[Stored data]
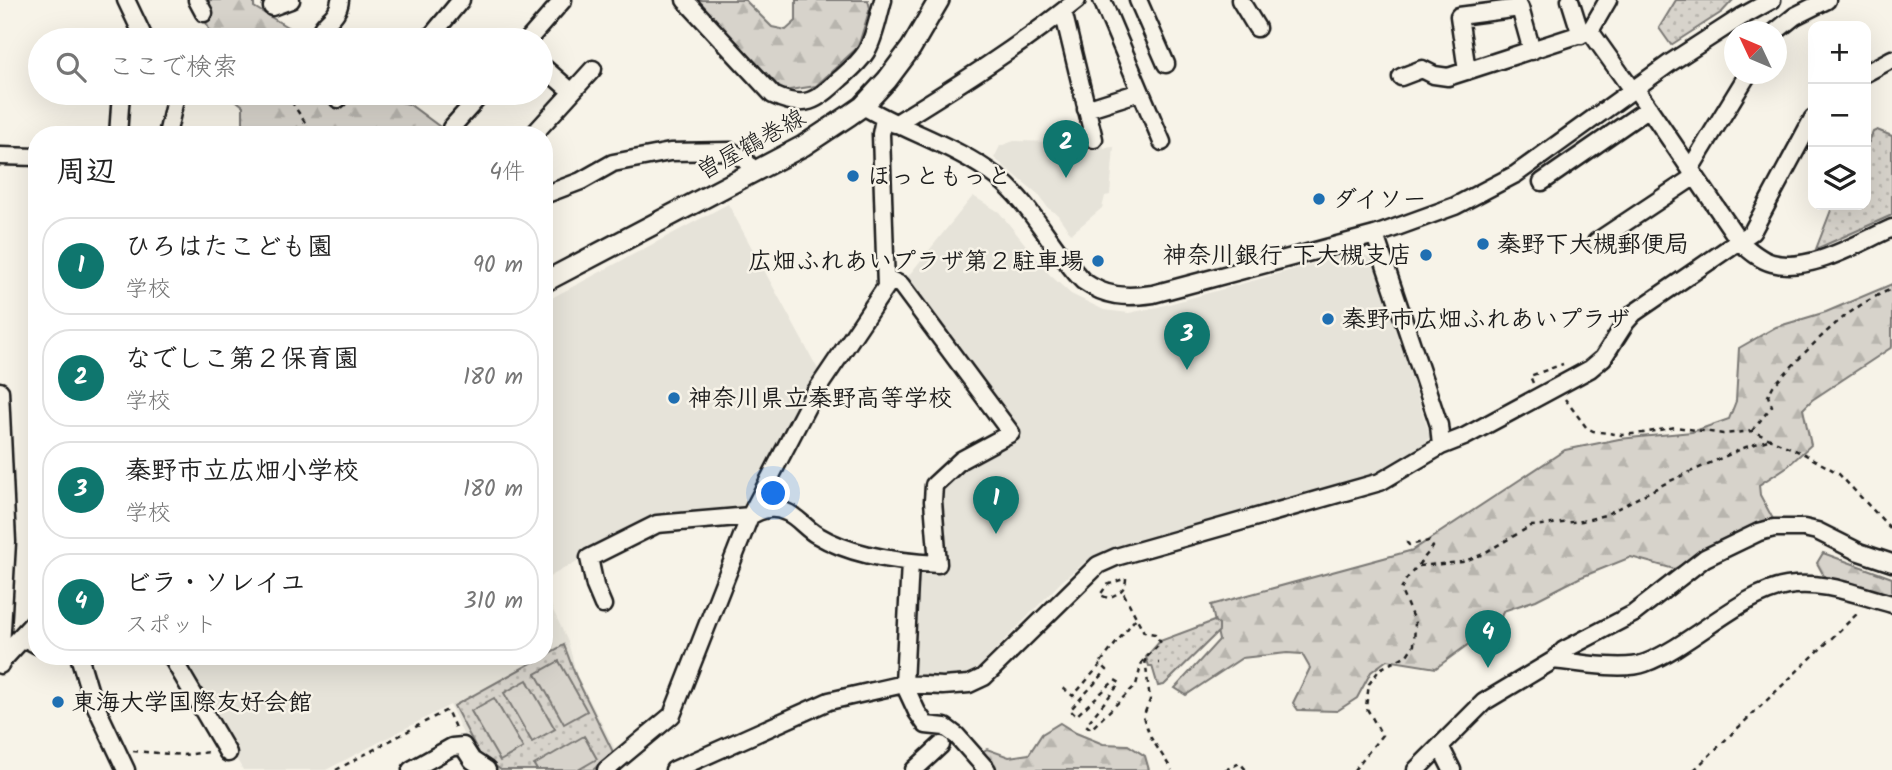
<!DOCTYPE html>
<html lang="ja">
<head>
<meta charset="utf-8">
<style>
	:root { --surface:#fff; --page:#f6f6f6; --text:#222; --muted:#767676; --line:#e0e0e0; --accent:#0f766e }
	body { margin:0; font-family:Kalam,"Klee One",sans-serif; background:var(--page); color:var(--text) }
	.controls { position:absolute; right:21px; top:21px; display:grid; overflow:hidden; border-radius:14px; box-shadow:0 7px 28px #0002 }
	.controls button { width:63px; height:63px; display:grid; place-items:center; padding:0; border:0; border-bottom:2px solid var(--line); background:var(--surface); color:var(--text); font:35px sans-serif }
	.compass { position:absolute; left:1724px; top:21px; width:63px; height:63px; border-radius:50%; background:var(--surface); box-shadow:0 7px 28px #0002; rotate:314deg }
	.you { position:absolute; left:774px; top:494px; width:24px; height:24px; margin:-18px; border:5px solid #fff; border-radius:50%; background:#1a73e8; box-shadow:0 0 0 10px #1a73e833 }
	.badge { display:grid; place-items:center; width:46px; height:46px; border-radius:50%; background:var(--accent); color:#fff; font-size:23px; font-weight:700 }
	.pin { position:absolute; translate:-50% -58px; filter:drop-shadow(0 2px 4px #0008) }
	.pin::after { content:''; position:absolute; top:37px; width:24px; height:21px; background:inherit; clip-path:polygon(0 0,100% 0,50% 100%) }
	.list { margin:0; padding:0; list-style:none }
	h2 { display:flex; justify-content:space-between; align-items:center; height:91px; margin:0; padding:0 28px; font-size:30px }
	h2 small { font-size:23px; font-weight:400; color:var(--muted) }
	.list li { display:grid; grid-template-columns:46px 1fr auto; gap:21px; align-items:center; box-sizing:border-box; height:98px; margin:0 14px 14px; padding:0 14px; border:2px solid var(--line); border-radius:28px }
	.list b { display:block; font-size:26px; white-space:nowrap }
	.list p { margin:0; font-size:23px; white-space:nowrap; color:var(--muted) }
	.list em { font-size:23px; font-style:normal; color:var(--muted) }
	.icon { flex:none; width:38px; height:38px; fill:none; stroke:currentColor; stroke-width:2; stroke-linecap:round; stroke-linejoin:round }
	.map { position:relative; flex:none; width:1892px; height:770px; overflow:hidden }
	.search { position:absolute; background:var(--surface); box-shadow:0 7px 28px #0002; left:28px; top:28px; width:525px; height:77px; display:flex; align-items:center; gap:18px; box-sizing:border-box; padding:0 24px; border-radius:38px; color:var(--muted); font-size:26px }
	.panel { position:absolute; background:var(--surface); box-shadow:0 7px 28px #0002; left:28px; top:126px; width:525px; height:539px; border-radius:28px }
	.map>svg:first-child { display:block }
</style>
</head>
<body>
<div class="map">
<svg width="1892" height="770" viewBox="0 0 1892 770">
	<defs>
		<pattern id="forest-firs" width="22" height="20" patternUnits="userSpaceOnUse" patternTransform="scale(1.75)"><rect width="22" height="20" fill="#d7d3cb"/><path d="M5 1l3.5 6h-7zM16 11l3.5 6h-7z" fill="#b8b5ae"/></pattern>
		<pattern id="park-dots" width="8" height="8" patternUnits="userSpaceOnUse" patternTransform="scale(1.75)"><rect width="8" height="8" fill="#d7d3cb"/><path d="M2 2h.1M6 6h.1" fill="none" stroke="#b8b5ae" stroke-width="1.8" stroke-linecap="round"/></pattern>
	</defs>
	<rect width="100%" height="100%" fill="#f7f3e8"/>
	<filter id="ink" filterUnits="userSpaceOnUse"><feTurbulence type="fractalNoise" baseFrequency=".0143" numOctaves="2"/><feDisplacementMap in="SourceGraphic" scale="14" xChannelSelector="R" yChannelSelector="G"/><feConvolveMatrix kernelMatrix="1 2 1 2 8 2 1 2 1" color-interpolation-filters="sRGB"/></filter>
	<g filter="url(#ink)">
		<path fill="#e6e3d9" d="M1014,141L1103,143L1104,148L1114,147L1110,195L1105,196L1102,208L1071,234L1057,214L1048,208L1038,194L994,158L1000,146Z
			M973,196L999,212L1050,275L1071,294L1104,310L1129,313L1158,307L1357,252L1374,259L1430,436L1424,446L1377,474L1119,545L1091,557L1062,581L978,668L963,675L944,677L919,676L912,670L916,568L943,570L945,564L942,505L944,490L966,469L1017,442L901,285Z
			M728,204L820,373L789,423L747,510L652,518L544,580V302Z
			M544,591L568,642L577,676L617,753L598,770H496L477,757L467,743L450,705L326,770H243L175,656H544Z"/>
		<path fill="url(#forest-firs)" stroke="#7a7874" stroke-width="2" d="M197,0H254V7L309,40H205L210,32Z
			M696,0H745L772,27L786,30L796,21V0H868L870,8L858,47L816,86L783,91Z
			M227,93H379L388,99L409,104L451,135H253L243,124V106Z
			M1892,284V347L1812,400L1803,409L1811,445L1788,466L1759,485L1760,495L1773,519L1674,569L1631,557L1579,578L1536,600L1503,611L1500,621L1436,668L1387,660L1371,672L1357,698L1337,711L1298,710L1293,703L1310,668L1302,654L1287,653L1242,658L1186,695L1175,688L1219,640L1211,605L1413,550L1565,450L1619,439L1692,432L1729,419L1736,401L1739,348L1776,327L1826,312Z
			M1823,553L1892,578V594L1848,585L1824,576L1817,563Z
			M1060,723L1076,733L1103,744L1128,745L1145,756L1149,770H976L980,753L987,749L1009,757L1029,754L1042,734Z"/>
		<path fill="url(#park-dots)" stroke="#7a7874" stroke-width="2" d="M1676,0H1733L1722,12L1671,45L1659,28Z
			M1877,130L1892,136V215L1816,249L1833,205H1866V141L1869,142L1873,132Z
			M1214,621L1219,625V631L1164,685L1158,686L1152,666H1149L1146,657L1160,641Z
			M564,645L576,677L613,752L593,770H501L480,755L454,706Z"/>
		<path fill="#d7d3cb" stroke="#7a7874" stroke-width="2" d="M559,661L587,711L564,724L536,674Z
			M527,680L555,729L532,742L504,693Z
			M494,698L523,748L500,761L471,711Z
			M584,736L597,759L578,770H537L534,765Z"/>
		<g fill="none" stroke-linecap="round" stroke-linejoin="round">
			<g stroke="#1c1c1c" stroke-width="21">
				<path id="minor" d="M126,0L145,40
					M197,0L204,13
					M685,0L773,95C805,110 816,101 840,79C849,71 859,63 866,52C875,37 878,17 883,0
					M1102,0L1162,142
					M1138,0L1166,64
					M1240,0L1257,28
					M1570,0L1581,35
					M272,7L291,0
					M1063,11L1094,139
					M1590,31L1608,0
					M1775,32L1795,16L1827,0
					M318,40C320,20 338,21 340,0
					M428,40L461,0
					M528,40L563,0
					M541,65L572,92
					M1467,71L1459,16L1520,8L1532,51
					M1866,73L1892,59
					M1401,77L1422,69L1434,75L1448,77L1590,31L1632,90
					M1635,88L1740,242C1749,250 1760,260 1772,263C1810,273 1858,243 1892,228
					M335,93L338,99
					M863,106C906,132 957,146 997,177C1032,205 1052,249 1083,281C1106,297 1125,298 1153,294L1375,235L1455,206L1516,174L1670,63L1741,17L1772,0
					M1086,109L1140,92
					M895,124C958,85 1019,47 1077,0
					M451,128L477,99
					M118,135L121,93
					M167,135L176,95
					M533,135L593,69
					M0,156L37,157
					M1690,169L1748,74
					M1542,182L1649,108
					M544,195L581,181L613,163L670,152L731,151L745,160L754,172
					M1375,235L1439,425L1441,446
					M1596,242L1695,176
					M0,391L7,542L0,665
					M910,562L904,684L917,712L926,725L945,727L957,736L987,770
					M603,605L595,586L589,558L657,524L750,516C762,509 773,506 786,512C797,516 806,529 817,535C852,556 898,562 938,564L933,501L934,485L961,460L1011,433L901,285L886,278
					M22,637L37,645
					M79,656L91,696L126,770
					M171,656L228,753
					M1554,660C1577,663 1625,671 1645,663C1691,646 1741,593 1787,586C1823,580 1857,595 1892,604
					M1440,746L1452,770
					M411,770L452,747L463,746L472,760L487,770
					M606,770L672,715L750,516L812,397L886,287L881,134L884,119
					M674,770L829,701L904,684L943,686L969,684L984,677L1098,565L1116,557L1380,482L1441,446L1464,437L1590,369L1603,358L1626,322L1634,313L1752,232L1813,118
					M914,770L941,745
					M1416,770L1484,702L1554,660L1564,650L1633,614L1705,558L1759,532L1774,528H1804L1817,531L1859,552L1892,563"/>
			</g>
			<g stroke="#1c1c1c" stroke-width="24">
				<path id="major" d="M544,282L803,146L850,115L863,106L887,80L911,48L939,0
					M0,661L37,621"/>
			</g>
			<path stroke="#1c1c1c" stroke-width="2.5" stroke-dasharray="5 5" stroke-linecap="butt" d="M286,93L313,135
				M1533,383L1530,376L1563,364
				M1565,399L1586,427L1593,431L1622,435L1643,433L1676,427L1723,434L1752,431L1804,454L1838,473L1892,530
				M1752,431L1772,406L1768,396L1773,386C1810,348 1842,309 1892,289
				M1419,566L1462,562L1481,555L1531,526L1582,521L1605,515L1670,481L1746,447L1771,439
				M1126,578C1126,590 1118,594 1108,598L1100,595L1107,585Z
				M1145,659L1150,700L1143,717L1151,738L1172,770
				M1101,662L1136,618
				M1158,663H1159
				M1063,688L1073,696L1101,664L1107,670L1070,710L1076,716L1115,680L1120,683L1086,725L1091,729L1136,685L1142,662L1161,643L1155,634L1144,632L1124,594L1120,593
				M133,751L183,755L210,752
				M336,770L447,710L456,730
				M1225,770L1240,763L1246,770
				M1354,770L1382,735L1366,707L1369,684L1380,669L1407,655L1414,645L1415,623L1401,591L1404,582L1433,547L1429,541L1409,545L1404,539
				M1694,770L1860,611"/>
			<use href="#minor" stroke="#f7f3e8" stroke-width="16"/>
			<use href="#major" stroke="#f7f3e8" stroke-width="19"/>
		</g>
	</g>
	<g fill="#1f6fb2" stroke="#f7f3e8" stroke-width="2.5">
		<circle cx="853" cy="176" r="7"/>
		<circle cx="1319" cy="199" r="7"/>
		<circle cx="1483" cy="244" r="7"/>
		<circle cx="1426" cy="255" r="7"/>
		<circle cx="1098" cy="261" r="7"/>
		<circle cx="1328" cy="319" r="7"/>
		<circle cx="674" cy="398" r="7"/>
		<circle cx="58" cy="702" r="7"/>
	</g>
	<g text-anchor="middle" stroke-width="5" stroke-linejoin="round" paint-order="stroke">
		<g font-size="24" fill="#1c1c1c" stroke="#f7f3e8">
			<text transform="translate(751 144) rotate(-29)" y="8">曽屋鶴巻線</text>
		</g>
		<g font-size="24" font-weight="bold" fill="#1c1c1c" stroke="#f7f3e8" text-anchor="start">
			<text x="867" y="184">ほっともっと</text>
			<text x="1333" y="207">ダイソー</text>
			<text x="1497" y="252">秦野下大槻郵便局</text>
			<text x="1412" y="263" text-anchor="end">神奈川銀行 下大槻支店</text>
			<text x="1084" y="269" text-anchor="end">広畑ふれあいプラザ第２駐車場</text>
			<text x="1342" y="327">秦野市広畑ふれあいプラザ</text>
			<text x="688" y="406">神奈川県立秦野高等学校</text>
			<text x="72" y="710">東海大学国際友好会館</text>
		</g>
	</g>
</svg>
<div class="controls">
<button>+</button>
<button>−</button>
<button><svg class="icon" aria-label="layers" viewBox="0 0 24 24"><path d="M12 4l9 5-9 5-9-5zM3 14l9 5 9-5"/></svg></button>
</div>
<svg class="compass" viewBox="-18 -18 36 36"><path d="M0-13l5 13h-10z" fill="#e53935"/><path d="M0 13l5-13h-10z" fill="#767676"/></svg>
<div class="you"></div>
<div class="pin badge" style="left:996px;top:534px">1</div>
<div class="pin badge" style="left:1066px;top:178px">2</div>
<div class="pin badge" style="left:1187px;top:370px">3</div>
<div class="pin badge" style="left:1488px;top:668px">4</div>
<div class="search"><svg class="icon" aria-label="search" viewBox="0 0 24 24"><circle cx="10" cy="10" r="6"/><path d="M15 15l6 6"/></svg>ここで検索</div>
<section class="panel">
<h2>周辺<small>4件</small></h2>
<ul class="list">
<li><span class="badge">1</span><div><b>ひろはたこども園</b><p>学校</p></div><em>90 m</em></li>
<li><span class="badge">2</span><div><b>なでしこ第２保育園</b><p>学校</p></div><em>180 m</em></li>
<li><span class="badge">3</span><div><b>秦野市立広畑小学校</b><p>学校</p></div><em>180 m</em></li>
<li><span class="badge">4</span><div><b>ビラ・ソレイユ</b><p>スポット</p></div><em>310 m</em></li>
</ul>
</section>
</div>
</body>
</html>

> _Task to complete_
In the records above, take every line from the opening one through the line with "font-size:23px; font-weight:400; color:var(--muted)" and repeat it exactly; pictures are not part of the copy.

> _Response to the exercise_
<!DOCTYPE html>
<html lang="ja">
<head>
<meta charset="utf-8">
<style>
	:root { --surface:#fff; --page:#f6f6f6; --text:#222; --muted:#767676; --line:#e0e0e0; --accent:#0f766e }
	body { margin:0; font-family:Kalam,"Klee One",sans-serif; background:var(--page); color:var(--text) }
	.controls { position:absolute; right:21px; top:21px; display:grid; overflow:hidden; border-radius:14px; box-shadow:0 7px 28px #0002 }
	.controls button { width:63px; height:63px; display:grid; place-items:center; padding:0; border:0; border-bottom:2px solid var(--line); background:var(--surface); color:var(--text); font:35px sans-serif }
	.compass { position:absolute; left:1724px; top:21px; width:63px; height:63px; border-radius:50%; background:var(--surface); box-shadow:0 7px 28px #0002; rotate:314deg }
	.you { position:absolute; left:774px; top:494px; width:24px; height:24px; margin:-18px; border:5px solid #fff; border-radius:50%; background:#1a73e8; box-shadow:0 0 0 10px #1a73e833 }
	.badge { display:grid; place-items:center; width:46px; height:46px; border-radius:50%; background:var(--accent); color:#fff; font-size:23px; font-weight:700 }
	.pin { position:absolute; translate:-50% -58px; filter:drop-shadow(0 2px 4px #0008) }
	.pin::after { content:''; position:absolute; top:37px; width:24px; height:21px; background:inherit; clip-path:polygon(0 0,100% 0,50% 100%) }
	.list { margin:0; padding:0; list-style:none }
	h2 { display:flex; justify-content:space-between; align-items:center; height:91px; margin:0; padding:0 28px; font-size:30px }
	h2 small { font-size:23px; font-weight:400; color:var(--muted) }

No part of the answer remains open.